The Monetary Policy Committee (MPC) on February 8 raised the repo rate, or the rate at which the Reserve Bank of India (RBI) lends short-term funds to banks, by 25 basis points (bps), taking the key policy rate to 6.5 percent.
RBI Governor Shaktikanta Das announced the decision after a three-day meeting of the rate-setting panel.
The rate hike will likely mark the end of the current rate hike cycle, according to top economists. The central bank-led rate setting panel, while hiking the rate, reaffirmed its commitment to fight inflation but indicated that the nascent recovery in the economy needs policy support.
Since last May, the MPC has hiked the policy rates by 250 bps to fight a persistently high inflation. One bps is one hundredth of a percentage point. After staying above the 6 percent upper band for nearly a year, India's retail inflation started easing later last year, providing comfort to the monetary policymakers.

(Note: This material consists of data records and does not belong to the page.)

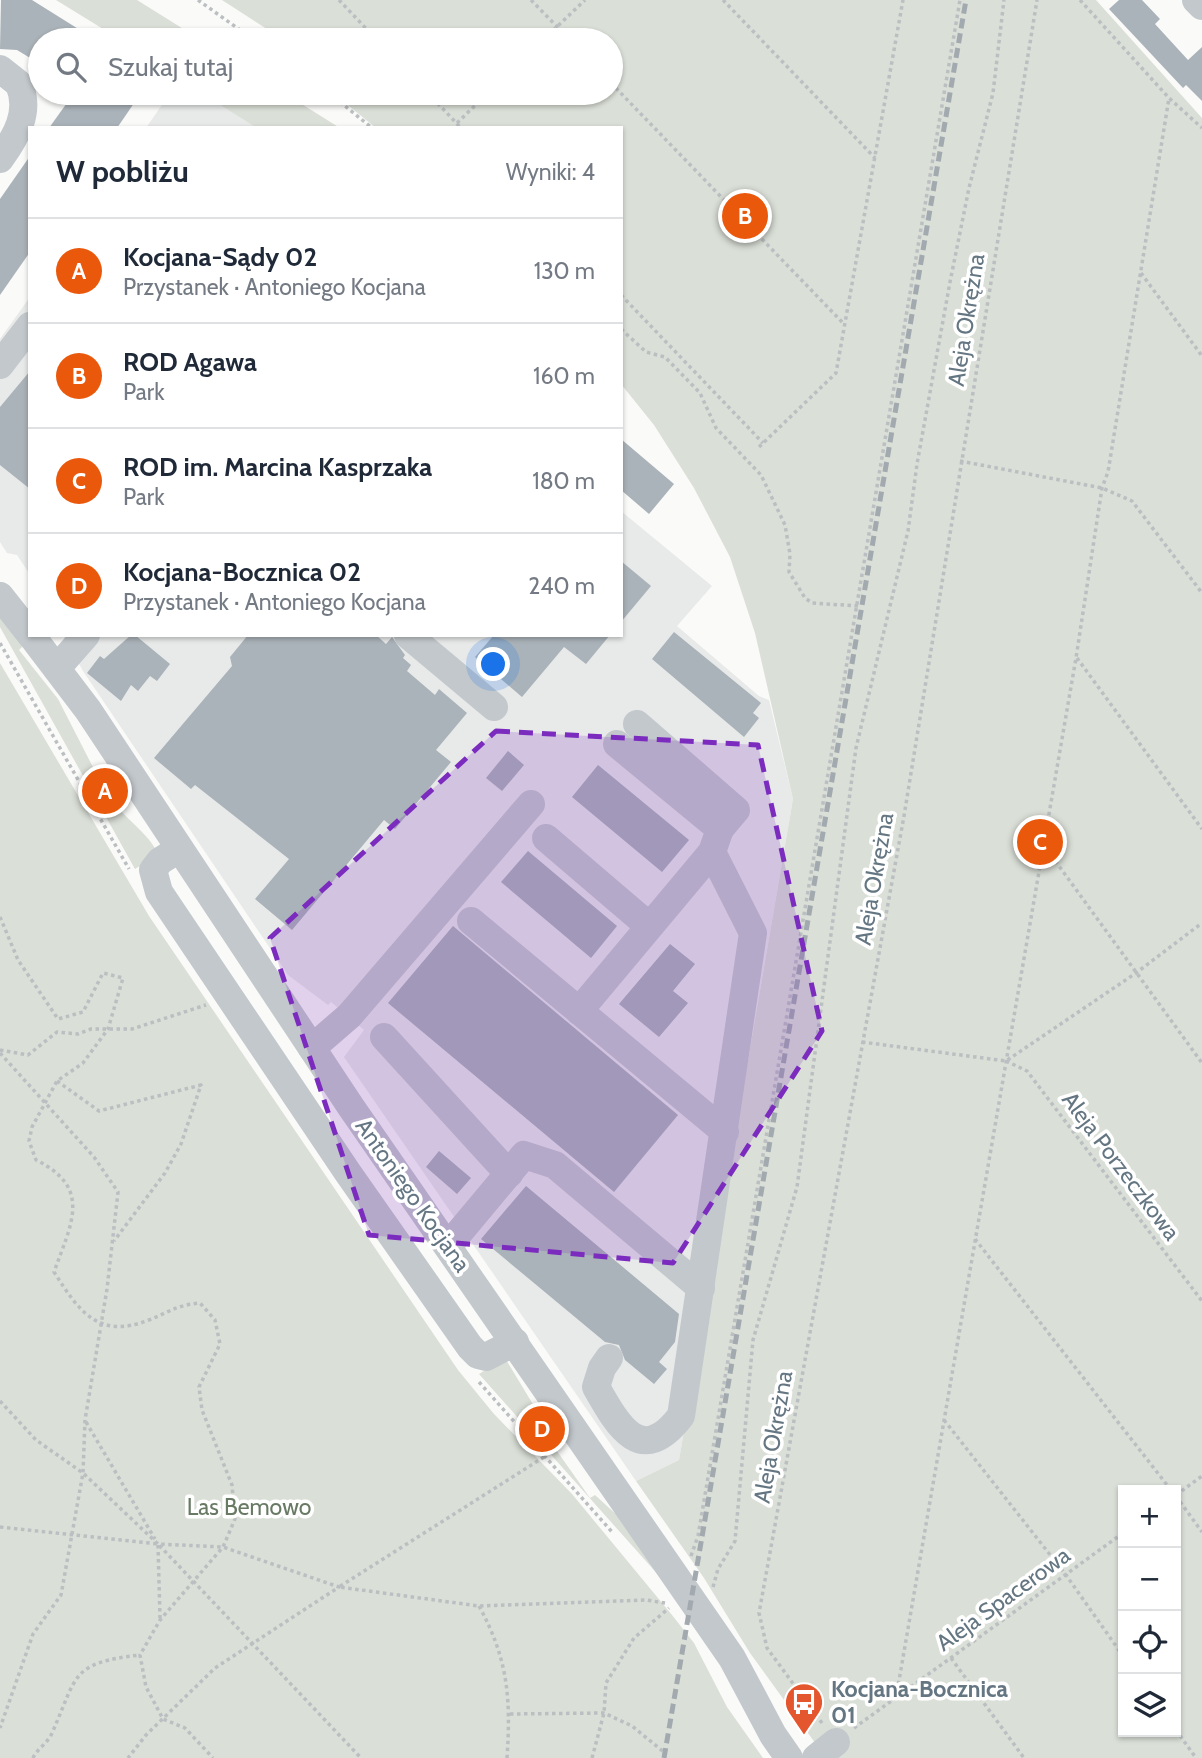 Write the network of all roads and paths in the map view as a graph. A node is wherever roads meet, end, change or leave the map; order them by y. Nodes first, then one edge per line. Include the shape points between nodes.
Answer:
1 (198, 0) edge
2 (339, 0) edge
3 (531, 0) edge
4 (585, 0) edge
5 (723, 0) edge
6 (903, 0) edge
7 (960, 0) edge
8 (1004, 0) edge
9 (1037, 0) edge
10 (1080, 0) edge
11 (1196, 0) edge
12 (1202, 6) edge
13 (557, 27) joint
14 (237, 28) edge
15 (366, 28) edge
16 (0, 69) edge
17 (623, 94) edge
18 (1169, 98) junction
19 (344, 105) edge
20 (440, 105) edge
21 (476, 105) edge
22 (457, 123) junction
23 (370, 126) edge
24 (459, 126) edge
25 (1202, 128) edge
26 (875, 158) junction
27 (0, 159) edge
28 (1141, 274) junction
29 (623, 297) edge
30 (845, 325) junction
31 (28, 329) edge
32 (623, 330) edge
33 (1202, 356) edge
34 (0, 365) edge
35 (764, 443) junction
36 (759, 447) dead end
37 (960, 461) junction
38 (1102, 488) junction
39 (1202, 593) edge
40 (0, 596) edge
41 (858, 606) junction
42 (28, 632) edge
43 (32, 637) edge
44 (84, 637) edge
45 (410, 637) edge
46 (1076, 658) junction
47 (57, 668) junction
48 (494, 707) dead end
49 (637, 723) dead end
50 (617, 744) dead end
51 (531, 804) dead end
52 (1202, 829) edge
53 (546, 838) dead end
54 (716, 841) junction
55 (1043, 844) junction
56 (179, 849) junction
57 (0, 917) edge
58 (471, 921) dead end
59 (1202, 923) edge
60 (649, 926) junction
61 (1136, 973) junction
62 (208, 1004) dead end
63 (579, 1011) junction
64 (108, 1029) junction
65 (384, 1037) dead end
66 (862, 1042) junction
67 (312, 1048) junction
68 (0, 1051) edge
69 (1006, 1061) junction
70 (1202, 1063) edge
71 (57, 1081) junction
72 (44, 1103) junction
73 (725, 1132) junction
74 (509, 1174) junction
75 (975, 1239) junction
76 (113, 1242) junction
77 (448, 1246) junction
78 (701, 1288) junction
79 (1202, 1301) edge
80 (100, 1325) junction
81 (515, 1342) junction
82 (609, 1358) dead end
83 (0, 1401) edge
84 (943, 1419) junction
85 (85, 1420) junction
86 (544, 1457) dead end
87 (83, 1473) junction
88 (1202, 1476) edge
89 (1167, 1485) edge
90 (1181, 1492) edge
91 (1181, 1503) edge
92 (0, 1527) edge
93 (1202, 1532) edge
94 (72, 1535) junction
95 (1118, 1537) edge
96 (158, 1544) junction
97 (223, 1546) junction
98 (689, 1564) dead end
99 (1066, 1575) junction
100 (193, 1581) junction
101 (339, 1587) junction
102 (710, 1597) dead end
103 (479, 1606) junction
104 (160, 1620) junction
105 (251, 1642) junction
106 (1118, 1649) edge
107 (140, 1655) junction
108 (951, 1658) junction
109 (896, 1698) junction
110 (604, 1713) junction
111 (510, 1714) junction
112 (163, 1719) junction
113 (0, 1728) edge
114 (1181, 1737) edge
115 (826, 1750) edge
116 (665, 1753) dead end
117 (33, 1758) edge
118 (128, 1758) edge
119 (213, 1758) edge
120 (361, 1758) edge
121 (507, 1758) edge
122 (592, 1758) edge
123 (789, 1758) edge
124 (1024, 1758) edge
125 (1196, 1758) edge

1 - 14 path
2 - 15 path
3 - 13 path
4 - 13 path
5 - 26 path
6 - 26 path
7 - 41 path
8 - 102 path via 992,93 950,282 908,531 856,748 797,1187 753,1340 735,1541 718,1569
9 - 37 path, Aleja Okrężna
10 - 18 path
11 - 12 street
16 - 27 street via 19,84 24,109 17,133
17 - 30 path
18 - 25 path
18 - 28 path
19 - 23 path
20 - 22 path
21 - 22 path
22 - 24 path
26 - 30 path
28 - 33 path
28 - 38 path
29 - 35 path
30 - 35 path via 836,373
31 - 34 street
32 - 41 path via 646,352 665,357 700,393 716,428 761,475 785,525 789,572 797,589 812,603
35 - 36 path
37 - 38 path
37 - 66 path, Aleja Okrężna via 904,816
38 - 39 path via 1132,501
38 - 46 path
40 - 42 street, Antoniego Kocjana
41 - 98 path via 730,1358
43 - 47 street, Antoniego Kocjana
44 - 47 street
45 - 48 street
46 - 52 path
46 - 55 path
47 - 56 street, Antoniego Kocjana
49 - 54 street via 736,810
50 - 54 street
51 - 67 street via 349,1016
53 - 60 street
54 - 60 street
54 - 73 street via 752,933
55 - 61 path
55 - 69 path
56 - 67 street, Antoniego Kocjana
56 - 81 street via 153,870 159,892 340,1162 470,1347 486,1357
57 - 64 path via 18,960 58,1019 83,1012 103,973 123,978
58 - 63 street
59 - 61 path
60 - 63 street
61 - 69 path
61 - 70 path
62 - 64 path via 132,1029
63 - 73 street
64 - 68 path via 78,1034 57,1031 28,1055
64 - 71 path via 83,1063
65 - 74 street
66 - 69 path
66 - 115 path, Aleja Okrężna via 759,1613 767,1648
67 - 77 street, Antoniego Kocjana
68 - 72 path
69 - 75 path
69 - 79 path, Aleja Porzeczkowa via 1027,1071
71 - 72 path
71 - 76 path via 99,1111 201,1085 181,1144 165,1173
72 - 76 path via 94,1157 118,1192
72 - 80 path via 29,1141 36,1160 57,1170 68,1182 75,1206 54,1272 75,1304
73 - 78 street
74 - 77 street
74 - 78 street via 524,1155 555,1165
75 - 84 path
75 - 89 path
76 - 80 path
77 - 81 street, Antoniego Kocjana
78 - 82 street via 681,1416 670,1431 642,1441 616,1423 596,1387
80 - 85 path
80 - 97 path via 148,1321 179,1305 200,1303 215,1320 220,1344 200,1387 202,1410 232,1485 235,1519
81 - 123 street, Antoniego Kocjana via 732,1658
83 - 87 path via 36,1440
84 - 99 path
84 - 109 path
85 - 87 path
85 - 96 path
86 - 101 path
87 - 94 path
87 - 96 path
88 - 90 path
91 - 93 path
92 - 94 path
94 - 96 path
94 - 113 path via 61,1595 33,1634
95 - 99 path, Aleja Spacerowa
96 - 97 path
96 - 100 path
96 - 104 path
97 - 100 path
97 - 101 path
99 - 106 path
99 - 108 path, Aleja Spacerowa
100 - 104 path
100 - 105 path
101 - 103 path
101 - 105 path
103 - 110 path via 646,1600 674,1605 634,1638 606,1683
103 - 111 path via 496,1637 505,1668
104 - 107 path
105 - 112 path via 215,1668
105 - 120 path
107 - 112 path via 146,1687
107 - 117 path via 103,1660 83,1669 71,1684 49,1740
108 - 109 path, Aleja Spacerowa
108 - 124 path
109 - 115 path, Aleja Spacerowa
110 - 111 path
110 - 116 path via 632,1726
110 - 122 path
111 - 121 path
112 - 118 path
112 - 119 path via 185,1728
114 - 125 path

The CPI inflation eased to a one-year low of 5.72 percent in December from 5.88 percent a month back. This is the third month in a row that the CPI inflation has fallen. It is also the second straight month that it stayed below the 6 percent upper limit of the RBI’s inflation mandate.
MPC’s shift to growth is understandable. With fears of a global recession raging, in India too, there are escalating concerns on the growth front. India is expected to grow slower at 6.1 percent in 2023, compared with 6.8 percent in 2022, according to IMF.
During a recent exclusive interview to Network 18 Group, Finance Minister Nirmala Sitharaman said that with inflation falling on a sustainable basis, the pressure on the central bank and its rate-setting to hike the interest rates has now eased.